Amiodarone does not affect brain injury in a rat model of transient forebrain ischemia.

Abstract

Although amiodarone may cause neurotoxicity that can affect patient outcomes when used during cardiopulmonary resuscitation (CPR), it has been commonly prescribed during CPR. This study investigated the possible neurotoxic effects of amiodarone in a rat model of transient forebrain ischemia. A prospective laboratory animal study was carried out. Animal laboratory. Male Sprague-Dawley rats. Eight minutes of forebrain ischemia was induced in rats by bilateral carotid occlusion and hypotension (mean arterial pressure=35mmHg) under isoflurane (1.5%) anesthesia. Amiodarone (0, 50, 100 and 150mg/kg) with saline was injected intraperitoneally 10min after ischemia.

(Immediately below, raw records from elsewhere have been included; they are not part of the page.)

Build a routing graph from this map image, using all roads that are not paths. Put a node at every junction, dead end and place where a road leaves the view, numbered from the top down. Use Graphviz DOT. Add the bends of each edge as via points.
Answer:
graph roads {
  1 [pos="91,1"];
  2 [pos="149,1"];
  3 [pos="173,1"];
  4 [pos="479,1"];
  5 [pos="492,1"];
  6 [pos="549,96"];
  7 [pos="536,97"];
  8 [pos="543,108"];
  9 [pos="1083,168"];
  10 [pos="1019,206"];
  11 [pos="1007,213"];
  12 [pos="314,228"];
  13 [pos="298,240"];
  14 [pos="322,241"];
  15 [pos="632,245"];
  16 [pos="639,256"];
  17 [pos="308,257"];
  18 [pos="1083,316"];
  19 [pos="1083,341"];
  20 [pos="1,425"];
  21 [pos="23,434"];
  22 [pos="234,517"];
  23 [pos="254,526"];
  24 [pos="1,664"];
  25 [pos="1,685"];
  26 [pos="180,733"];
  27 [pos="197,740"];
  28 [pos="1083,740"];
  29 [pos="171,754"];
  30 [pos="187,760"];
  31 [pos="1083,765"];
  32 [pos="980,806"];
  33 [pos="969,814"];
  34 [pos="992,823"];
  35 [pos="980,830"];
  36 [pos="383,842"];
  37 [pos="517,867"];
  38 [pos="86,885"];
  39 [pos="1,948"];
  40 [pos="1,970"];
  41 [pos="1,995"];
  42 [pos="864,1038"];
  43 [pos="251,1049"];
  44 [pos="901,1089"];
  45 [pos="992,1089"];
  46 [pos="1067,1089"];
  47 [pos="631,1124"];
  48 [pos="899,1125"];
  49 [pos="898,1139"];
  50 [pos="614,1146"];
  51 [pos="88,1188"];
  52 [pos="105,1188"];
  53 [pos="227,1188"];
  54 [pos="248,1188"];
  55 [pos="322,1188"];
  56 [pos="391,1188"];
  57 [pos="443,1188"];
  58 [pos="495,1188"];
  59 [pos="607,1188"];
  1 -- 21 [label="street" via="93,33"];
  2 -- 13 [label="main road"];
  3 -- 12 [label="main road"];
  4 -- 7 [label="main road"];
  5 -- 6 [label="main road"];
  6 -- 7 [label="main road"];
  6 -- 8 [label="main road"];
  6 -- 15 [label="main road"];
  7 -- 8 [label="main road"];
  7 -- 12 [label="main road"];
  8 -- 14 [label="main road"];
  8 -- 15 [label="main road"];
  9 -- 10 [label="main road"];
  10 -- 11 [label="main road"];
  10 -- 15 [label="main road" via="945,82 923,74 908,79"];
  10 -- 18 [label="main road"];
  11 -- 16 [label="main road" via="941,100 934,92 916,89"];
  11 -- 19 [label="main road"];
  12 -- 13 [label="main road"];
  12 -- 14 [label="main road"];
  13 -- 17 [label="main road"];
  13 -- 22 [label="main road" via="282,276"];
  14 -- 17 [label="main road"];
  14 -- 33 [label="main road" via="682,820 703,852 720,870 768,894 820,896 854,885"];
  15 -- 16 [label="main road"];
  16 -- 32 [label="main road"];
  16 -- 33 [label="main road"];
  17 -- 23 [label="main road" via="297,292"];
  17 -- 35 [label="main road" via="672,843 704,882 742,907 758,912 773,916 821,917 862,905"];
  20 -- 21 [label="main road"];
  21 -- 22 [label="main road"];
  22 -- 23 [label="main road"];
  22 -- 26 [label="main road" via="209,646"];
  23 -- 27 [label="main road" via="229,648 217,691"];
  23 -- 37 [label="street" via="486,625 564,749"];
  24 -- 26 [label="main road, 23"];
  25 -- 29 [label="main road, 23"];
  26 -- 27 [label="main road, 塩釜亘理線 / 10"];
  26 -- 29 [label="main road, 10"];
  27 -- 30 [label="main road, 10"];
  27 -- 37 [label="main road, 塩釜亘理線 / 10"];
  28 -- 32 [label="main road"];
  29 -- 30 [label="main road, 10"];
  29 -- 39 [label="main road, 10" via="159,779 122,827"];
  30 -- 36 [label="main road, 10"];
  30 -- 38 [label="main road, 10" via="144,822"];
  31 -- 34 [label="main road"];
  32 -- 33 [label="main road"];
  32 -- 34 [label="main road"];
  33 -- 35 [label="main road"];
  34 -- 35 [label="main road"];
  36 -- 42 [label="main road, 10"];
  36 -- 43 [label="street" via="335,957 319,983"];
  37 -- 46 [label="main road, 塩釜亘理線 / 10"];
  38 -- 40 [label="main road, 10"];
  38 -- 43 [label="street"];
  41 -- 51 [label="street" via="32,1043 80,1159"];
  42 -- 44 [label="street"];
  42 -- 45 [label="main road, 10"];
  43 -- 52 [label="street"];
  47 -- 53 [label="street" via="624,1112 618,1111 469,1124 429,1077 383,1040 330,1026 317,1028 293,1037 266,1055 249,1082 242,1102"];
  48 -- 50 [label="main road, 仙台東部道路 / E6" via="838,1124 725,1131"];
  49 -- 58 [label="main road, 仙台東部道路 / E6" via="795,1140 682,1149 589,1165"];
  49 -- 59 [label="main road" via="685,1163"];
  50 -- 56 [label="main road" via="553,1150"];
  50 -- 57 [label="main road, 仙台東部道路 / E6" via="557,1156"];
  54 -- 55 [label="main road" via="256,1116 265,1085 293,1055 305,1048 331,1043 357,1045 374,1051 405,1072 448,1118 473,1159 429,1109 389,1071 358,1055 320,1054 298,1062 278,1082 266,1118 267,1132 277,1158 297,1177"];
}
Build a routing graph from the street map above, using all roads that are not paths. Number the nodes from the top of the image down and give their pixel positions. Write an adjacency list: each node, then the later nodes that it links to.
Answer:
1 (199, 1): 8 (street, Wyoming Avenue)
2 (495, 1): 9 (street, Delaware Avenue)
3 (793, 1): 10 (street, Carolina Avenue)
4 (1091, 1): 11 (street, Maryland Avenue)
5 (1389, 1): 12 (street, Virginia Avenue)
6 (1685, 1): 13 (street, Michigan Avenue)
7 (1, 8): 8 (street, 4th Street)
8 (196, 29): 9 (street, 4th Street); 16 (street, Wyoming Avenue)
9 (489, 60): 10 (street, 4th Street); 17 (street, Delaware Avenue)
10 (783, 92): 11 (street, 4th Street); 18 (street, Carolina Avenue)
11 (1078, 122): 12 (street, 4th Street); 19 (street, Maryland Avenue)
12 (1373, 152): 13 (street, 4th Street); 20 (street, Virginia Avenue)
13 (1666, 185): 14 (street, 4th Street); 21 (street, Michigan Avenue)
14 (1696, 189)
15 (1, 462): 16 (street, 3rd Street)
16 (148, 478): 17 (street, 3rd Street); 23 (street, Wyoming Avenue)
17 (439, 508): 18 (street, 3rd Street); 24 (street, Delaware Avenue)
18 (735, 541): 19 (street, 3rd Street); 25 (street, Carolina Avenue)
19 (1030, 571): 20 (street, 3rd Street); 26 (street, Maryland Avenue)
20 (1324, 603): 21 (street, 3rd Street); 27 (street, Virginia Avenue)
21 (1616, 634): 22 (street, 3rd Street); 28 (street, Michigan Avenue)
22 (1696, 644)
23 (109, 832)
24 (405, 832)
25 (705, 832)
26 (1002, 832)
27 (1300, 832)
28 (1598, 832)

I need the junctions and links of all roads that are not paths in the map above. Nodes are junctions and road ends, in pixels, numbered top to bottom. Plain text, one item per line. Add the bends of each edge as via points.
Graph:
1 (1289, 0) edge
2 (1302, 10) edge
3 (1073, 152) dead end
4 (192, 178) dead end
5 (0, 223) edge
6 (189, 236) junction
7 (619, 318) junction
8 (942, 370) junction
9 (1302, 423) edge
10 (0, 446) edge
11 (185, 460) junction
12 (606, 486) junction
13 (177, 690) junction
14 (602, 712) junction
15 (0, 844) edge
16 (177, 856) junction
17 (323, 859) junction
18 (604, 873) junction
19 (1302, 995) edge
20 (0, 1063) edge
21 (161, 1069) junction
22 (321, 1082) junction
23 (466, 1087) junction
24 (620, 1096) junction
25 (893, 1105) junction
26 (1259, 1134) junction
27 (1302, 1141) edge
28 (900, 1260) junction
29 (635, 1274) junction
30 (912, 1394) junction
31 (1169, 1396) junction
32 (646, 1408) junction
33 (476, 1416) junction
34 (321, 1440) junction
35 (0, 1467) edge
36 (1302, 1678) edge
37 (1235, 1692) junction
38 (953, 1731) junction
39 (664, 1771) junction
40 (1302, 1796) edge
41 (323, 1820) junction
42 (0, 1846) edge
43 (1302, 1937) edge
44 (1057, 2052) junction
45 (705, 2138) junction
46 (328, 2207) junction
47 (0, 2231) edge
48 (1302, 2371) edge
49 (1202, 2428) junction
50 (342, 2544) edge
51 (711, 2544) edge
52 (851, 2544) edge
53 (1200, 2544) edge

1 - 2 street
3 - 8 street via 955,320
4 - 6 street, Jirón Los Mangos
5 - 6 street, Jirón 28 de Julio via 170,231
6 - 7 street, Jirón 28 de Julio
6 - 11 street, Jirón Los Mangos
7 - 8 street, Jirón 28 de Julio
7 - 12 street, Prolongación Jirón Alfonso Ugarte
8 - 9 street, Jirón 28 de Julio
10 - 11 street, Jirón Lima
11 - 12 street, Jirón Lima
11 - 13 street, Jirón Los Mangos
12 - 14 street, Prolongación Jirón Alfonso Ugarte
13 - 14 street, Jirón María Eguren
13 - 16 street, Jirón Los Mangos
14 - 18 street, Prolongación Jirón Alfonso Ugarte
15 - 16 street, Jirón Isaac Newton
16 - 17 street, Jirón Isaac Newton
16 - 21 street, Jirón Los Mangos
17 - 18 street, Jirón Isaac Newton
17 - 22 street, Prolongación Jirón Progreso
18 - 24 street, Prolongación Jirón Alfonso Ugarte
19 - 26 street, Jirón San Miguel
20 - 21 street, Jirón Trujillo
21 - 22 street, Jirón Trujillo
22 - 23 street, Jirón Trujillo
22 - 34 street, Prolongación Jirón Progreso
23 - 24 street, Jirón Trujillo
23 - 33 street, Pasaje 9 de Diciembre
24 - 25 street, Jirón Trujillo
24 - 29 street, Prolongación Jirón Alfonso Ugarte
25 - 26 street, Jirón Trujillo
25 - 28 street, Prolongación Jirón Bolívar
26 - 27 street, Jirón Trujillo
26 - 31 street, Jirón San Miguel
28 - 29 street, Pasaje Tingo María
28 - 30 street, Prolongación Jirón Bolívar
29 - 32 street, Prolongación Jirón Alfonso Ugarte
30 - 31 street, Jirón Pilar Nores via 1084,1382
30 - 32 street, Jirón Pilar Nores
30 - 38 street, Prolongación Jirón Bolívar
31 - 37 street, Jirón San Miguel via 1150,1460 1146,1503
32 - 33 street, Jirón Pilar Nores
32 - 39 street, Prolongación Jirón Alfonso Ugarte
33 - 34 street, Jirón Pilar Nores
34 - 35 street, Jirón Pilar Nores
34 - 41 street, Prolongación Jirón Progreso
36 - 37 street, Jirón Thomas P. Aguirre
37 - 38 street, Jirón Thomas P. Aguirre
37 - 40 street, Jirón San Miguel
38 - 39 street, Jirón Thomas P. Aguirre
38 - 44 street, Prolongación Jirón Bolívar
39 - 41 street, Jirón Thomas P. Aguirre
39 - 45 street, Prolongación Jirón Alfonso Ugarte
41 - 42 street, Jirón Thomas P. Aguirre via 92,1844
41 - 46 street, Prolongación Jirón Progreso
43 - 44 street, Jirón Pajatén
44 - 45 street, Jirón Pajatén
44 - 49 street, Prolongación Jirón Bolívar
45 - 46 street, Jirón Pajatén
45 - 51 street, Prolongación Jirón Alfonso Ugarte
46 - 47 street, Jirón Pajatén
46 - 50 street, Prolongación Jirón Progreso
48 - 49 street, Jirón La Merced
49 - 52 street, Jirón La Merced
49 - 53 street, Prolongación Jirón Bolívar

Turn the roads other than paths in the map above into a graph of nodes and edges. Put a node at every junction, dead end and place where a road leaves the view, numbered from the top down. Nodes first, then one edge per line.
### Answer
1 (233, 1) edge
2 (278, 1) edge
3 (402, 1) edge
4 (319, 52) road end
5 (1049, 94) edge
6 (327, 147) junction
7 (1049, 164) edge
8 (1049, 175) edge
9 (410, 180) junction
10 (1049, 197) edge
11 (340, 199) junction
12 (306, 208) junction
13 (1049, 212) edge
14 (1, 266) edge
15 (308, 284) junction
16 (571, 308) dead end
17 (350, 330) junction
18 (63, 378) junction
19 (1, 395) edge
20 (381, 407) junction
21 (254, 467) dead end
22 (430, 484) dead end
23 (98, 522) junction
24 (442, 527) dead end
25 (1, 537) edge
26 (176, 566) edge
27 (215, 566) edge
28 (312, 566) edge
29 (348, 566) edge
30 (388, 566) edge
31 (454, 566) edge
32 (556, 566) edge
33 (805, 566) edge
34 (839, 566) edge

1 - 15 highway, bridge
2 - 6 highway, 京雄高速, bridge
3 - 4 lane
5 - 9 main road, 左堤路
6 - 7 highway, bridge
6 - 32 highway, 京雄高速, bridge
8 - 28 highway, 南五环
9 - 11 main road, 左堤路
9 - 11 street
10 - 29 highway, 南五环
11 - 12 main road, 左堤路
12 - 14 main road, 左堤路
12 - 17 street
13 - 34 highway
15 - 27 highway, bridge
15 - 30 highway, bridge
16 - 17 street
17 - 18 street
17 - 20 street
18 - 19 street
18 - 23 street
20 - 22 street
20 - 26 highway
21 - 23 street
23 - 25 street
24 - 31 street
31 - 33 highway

Rats given 0mg/kg of amiodarone were used as saline-treated controls. Sham operated rats received no treatment. Animals were evaluated neurologically on postoperative days 4-7, and histologically after a one-week recovery period. The greatest improvement in water maze test performance corresponded to the sham operated group (p=0.015 vs. saline-treated controls). No differences in performance were seen in amiodarone-treated rats compared with saline-treated controls. In the control group, 45% of the CA1 hippocampal neurons survived, compared with 78% in the sham operated group (p=0.009). Neuron survival after ischemia in the amiodarone treatment groups (50, 100 and 150mg/kg) (58%, 40% and 36%, respectively) and in the control rats did not differ significantly. The administration of amiodarone immediately after transient forebrain ischemia did not worsen spatial cognitive function or neuronal survival in the hippocampal CA1 region in rats. The current results must be applied with caution in humans. However, they indicate that the potential neurotoxicity induced by amiodarone during resuscitation after cardiac arrest may be negligible.